-- PROBLEM TO WORK ON --
Tell how many lines below include the word "right". Only the number should appear.

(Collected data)
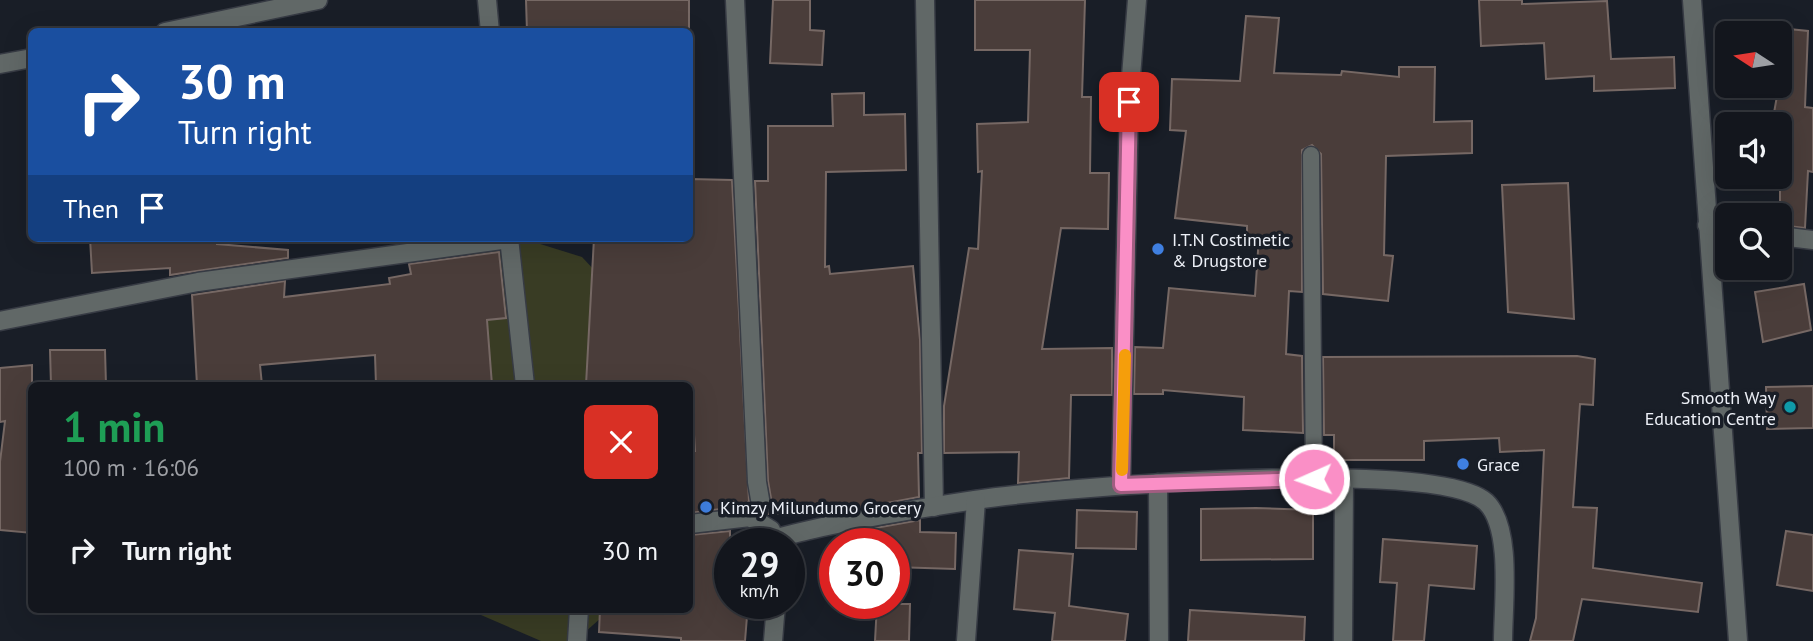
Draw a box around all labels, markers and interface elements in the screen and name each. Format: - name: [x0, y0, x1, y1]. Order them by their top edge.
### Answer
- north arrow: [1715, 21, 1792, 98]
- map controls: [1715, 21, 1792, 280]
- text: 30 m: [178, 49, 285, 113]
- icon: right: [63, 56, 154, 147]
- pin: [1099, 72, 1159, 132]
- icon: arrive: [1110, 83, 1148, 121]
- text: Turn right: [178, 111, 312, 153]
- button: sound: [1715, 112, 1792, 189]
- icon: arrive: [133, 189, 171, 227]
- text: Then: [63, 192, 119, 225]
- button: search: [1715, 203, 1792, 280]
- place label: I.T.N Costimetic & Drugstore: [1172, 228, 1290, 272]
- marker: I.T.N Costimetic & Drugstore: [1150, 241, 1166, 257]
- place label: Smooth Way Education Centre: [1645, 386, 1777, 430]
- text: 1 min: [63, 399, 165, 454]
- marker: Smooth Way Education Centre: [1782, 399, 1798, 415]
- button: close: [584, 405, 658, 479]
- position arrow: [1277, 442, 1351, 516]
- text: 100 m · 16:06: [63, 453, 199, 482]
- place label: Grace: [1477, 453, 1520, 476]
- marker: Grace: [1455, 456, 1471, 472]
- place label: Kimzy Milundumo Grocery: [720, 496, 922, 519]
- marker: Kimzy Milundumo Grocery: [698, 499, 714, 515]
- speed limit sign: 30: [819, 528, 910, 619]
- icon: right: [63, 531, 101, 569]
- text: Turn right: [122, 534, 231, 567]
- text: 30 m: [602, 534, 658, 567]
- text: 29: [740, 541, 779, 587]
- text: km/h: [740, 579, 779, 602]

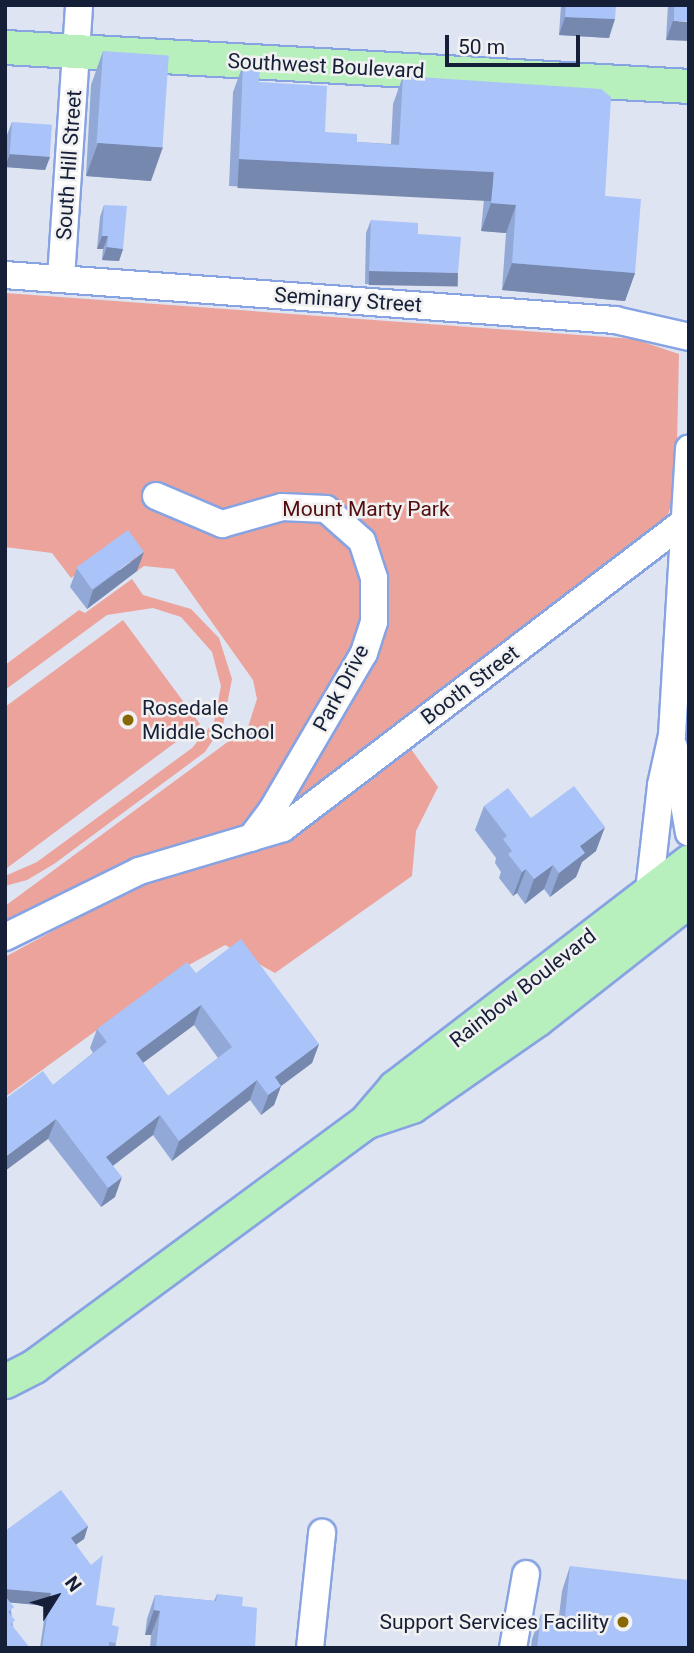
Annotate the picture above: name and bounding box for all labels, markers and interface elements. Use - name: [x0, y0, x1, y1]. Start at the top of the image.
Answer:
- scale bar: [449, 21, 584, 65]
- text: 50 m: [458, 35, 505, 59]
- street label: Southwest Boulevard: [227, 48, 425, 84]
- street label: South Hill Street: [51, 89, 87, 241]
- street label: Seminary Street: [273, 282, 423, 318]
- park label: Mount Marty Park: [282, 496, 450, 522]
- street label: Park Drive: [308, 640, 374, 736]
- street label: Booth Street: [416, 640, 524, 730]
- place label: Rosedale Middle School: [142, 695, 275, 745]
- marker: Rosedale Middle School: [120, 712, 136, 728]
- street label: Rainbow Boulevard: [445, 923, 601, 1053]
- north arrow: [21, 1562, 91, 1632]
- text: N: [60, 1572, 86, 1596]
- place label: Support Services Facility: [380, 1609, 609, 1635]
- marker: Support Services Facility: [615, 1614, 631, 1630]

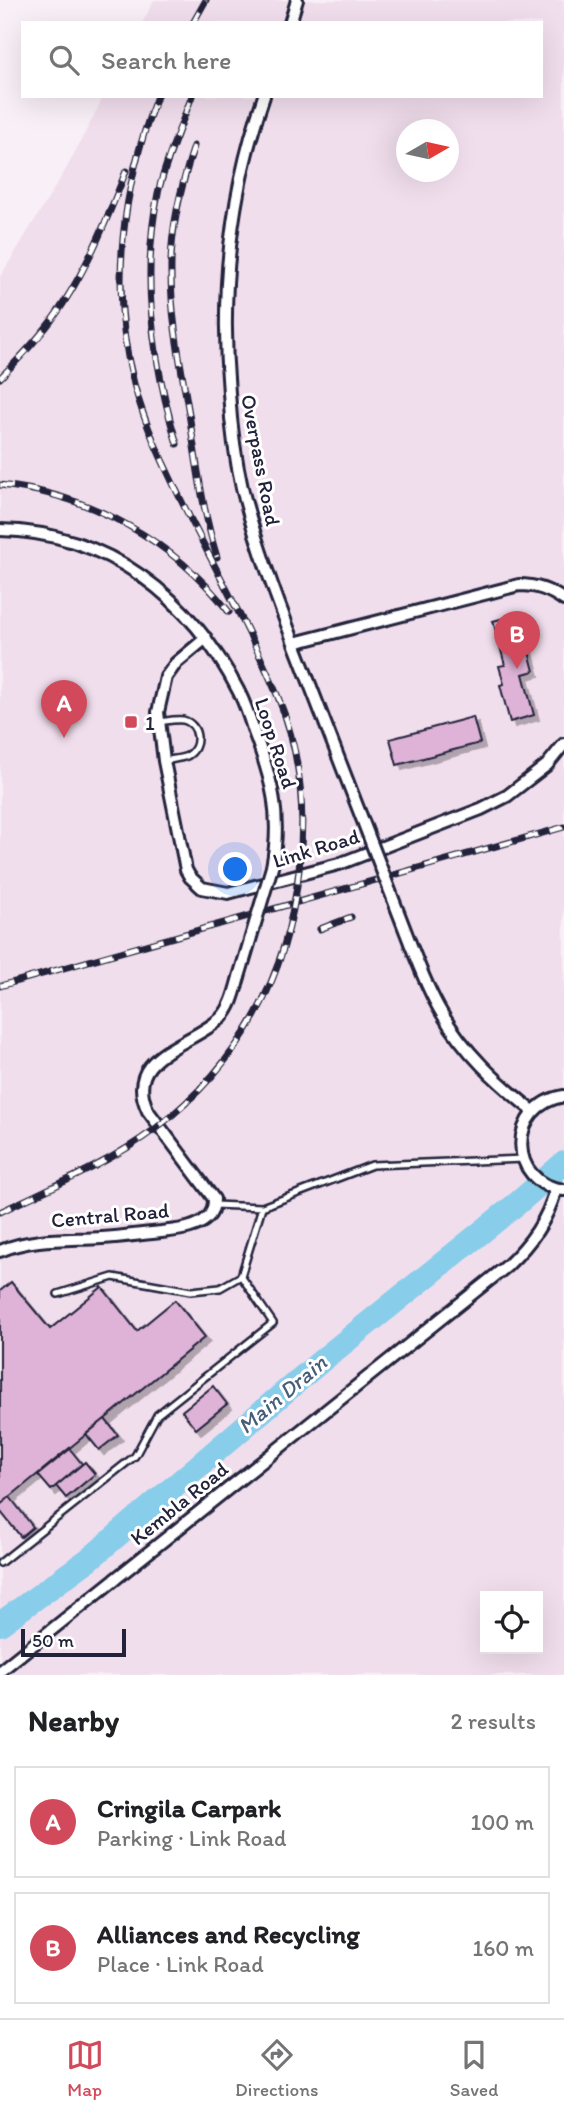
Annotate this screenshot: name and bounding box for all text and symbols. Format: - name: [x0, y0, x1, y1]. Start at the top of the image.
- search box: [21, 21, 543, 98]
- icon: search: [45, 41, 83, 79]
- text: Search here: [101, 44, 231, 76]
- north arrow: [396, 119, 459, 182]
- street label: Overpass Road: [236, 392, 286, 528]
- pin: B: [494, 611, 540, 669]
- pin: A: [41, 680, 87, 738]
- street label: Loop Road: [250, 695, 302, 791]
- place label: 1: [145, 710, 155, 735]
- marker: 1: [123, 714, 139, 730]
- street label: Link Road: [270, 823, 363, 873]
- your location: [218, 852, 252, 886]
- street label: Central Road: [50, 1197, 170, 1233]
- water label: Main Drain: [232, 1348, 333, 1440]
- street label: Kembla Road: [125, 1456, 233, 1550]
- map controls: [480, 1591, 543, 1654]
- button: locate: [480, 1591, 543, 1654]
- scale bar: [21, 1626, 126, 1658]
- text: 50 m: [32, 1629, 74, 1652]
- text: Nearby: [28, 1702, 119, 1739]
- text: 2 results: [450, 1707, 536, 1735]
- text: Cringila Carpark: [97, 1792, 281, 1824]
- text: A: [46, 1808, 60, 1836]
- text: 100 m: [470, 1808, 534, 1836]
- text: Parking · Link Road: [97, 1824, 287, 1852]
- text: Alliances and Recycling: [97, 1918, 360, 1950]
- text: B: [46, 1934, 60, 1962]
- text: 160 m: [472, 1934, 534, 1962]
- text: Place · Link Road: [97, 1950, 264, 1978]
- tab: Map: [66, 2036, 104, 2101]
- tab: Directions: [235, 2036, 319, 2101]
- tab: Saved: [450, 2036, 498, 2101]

-- SOLVED PROBLEM --
4